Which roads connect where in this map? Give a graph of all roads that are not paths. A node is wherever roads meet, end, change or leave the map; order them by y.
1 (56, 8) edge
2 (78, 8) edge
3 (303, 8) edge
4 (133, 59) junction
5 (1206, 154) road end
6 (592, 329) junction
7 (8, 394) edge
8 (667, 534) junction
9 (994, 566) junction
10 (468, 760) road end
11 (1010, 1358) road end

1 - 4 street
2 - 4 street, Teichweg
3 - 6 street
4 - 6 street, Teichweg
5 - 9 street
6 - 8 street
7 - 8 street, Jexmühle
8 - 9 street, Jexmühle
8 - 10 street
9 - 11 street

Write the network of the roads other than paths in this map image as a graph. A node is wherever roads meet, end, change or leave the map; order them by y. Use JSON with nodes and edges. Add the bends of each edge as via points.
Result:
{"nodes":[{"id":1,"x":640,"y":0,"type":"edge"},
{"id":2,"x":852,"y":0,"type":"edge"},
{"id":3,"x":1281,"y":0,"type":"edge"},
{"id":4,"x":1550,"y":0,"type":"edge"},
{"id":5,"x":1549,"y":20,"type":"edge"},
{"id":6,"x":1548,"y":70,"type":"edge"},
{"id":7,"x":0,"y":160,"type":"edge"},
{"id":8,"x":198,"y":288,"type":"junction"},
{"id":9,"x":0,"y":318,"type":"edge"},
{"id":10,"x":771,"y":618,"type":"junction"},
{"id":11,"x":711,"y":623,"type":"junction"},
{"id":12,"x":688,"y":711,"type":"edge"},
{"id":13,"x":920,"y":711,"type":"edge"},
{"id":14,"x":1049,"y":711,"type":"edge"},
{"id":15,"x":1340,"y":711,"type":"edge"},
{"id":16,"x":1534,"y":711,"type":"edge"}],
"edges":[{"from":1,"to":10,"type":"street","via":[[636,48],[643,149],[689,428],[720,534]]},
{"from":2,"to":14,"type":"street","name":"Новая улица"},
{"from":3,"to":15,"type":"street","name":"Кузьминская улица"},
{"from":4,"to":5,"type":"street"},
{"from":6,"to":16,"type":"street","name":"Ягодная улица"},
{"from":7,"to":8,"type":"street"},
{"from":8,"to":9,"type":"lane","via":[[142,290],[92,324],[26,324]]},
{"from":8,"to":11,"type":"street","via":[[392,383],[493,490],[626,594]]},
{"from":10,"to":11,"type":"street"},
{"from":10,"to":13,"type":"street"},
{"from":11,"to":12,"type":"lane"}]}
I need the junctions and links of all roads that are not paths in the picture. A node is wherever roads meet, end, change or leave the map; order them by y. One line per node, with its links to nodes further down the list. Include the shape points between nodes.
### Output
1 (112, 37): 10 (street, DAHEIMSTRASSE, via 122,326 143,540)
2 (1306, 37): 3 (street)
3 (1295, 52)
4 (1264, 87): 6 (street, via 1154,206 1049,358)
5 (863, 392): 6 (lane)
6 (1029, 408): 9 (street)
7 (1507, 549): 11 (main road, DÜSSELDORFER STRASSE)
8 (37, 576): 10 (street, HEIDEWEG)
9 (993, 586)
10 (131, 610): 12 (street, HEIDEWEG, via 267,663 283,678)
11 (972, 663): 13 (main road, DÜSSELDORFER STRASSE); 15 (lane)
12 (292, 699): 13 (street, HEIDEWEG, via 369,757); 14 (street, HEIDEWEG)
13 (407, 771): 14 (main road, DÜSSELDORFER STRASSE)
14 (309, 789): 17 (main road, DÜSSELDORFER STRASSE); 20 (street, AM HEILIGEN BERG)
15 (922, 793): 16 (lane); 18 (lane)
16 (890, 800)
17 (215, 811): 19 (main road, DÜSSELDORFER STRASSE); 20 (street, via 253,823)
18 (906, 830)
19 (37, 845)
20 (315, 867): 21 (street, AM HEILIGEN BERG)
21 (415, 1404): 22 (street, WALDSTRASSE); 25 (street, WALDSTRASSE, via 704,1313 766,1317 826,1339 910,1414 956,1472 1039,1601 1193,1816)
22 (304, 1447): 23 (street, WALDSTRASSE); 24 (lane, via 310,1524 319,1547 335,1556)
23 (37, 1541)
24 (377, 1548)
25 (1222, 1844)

============================================================

→ EXERCISE:
This exercise requires the entries above to be restated exactly.

→ ANSWER TO THE PROBLEM:
Which roads connect where in this map? Give a graph of all roads that are not paths. A node is wherever roads meet, end, change or leave the map; order them by y.
1 (56, 8) edge
2 (78, 8) edge
3 (303, 8) edge
4 (133, 59) junction
5 (1206, 154) road end
6 (592, 329) junction
7 (8, 394) edge
8 (667, 534) junction
9 (994, 566) junction
10 (468, 760) road end
11 (1010, 1358) road end

1 - 4 street
2 - 4 street, Teichweg
3 - 6 street
4 - 6 street, Teichweg
5 - 9 street
6 - 8 street
7 - 8 street, Jexmühle
8 - 9 street, Jexmühle
8 - 10 street
9 - 11 street

Write the network of the roads other than paths in this map image as a graph. A node is wherever roads meet, end, change or leave the map; order them by y. Use JSON with nodes and edges. Add the bends of each edge as via points.
Result:
{"nodes":[{"id":1,"x":640,"y":0,"type":"edge"},
{"id":2,"x":852,"y":0,"type":"edge"},
{"id":3,"x":1281,"y":0,"type":"edge"},
{"id":4,"x":1550,"y":0,"type":"edge"},
{"id":5,"x":1549,"y":20,"type":"edge"},
{"id":6,"x":1548,"y":70,"type":"edge"},
{"id":7,"x":0,"y":160,"type":"edge"},
{"id":8,"x":198,"y":288,"type":"junction"},
{"id":9,"x":0,"y":318,"type":"edge"},
{"id":10,"x":771,"y":618,"type":"junction"},
{"id":11,"x":711,"y":623,"type":"junction"},
{"id":12,"x":688,"y":711,"type":"edge"},
{"id":13,"x":920,"y":711,"type":"edge"},
{"id":14,"x":1049,"y":711,"type":"edge"},
{"id":15,"x":1340,"y":711,"type":"edge"},
{"id":16,"x":1534,"y":711,"type":"edge"}],
"edges":[{"from":1,"to":10,"type":"street","via":[[636,48],[643,149],[689,428],[720,534]]},
{"from":2,"to":14,"type":"street","name":"Новая улица"},
{"from":3,"to":15,"type":"street","name":"Кузьминская улица"},
{"from":4,"to":5,"type":"street"},
{"from":6,"to":16,"type":"street","name":"Ягодная улица"},
{"from":7,"to":8,"type":"street"},
{"from":8,"to":9,"type":"lane","via":[[142,290],[92,324],[26,324]]},
{"from":8,"to":11,"type":"street","via":[[392,383],[493,490],[626,594]]},
{"from":10,"to":11,"type":"street"},
{"from":10,"to":13,"type":"street"},
{"from":11,"to":12,"type":"lane"}]}
I need the junctions and links of all roads that are not paths in the picture. A node is wherever roads meet, end, change or leave the map; order them by y. One line per node, with its links to nodes further down the list. Include the shape points between nodes.
### Output
1 (112, 37): 10 (street, DAHEIMSTRASSE, via 122,326 143,540)
2 (1306, 37): 3 (street)
3 (1295, 52)
4 (1264, 87): 6 (street, via 1154,206 1049,358)
5 (863, 392): 6 (lane)
6 (1029, 408): 9 (street)
7 (1507, 549): 11 (main road, DÜSSELDORFER STRASSE)
8 (37, 576): 10 (street, HEIDEWEG)
9 (993, 586)
10 (131, 610): 12 (street, HEIDEWEG, via 267,663 283,678)
11 (972, 663): 13 (main road, DÜSSELDORFER STRASSE); 15 (lane)
12 (292, 699): 13 (street, HEIDEWEG, via 369,757); 14 (street, HEIDEWEG)
13 (407, 771): 14 (main road, DÜSSELDORFER STRASSE)
14 (309, 789): 17 (main road, DÜSSELDORFER STRASSE); 20 (street, AM HEILIGEN BERG)
15 (922, 793): 16 (lane); 18 (lane)
16 (890, 800)
17 (215, 811): 19 (main road, DÜSSELDORFER STRASSE); 20 (street, via 253,823)
18 (906, 830)
19 (37, 845)
20 (315, 867): 21 (street, AM HEILIGEN BERG)
21 (415, 1404): 22 (street, WALDSTRASSE); 25 (street, WALDSTRASSE, via 704,1313 766,1317 826,1339 910,1414 956,1472 1039,1601 1193,1816)
22 (304, 1447): 23 (street, WALDSTRASSE); 24 (lane, via 310,1524 319,1547 335,1556)
23 (37, 1541)
24 (377, 1548)
25 (1222, 1844)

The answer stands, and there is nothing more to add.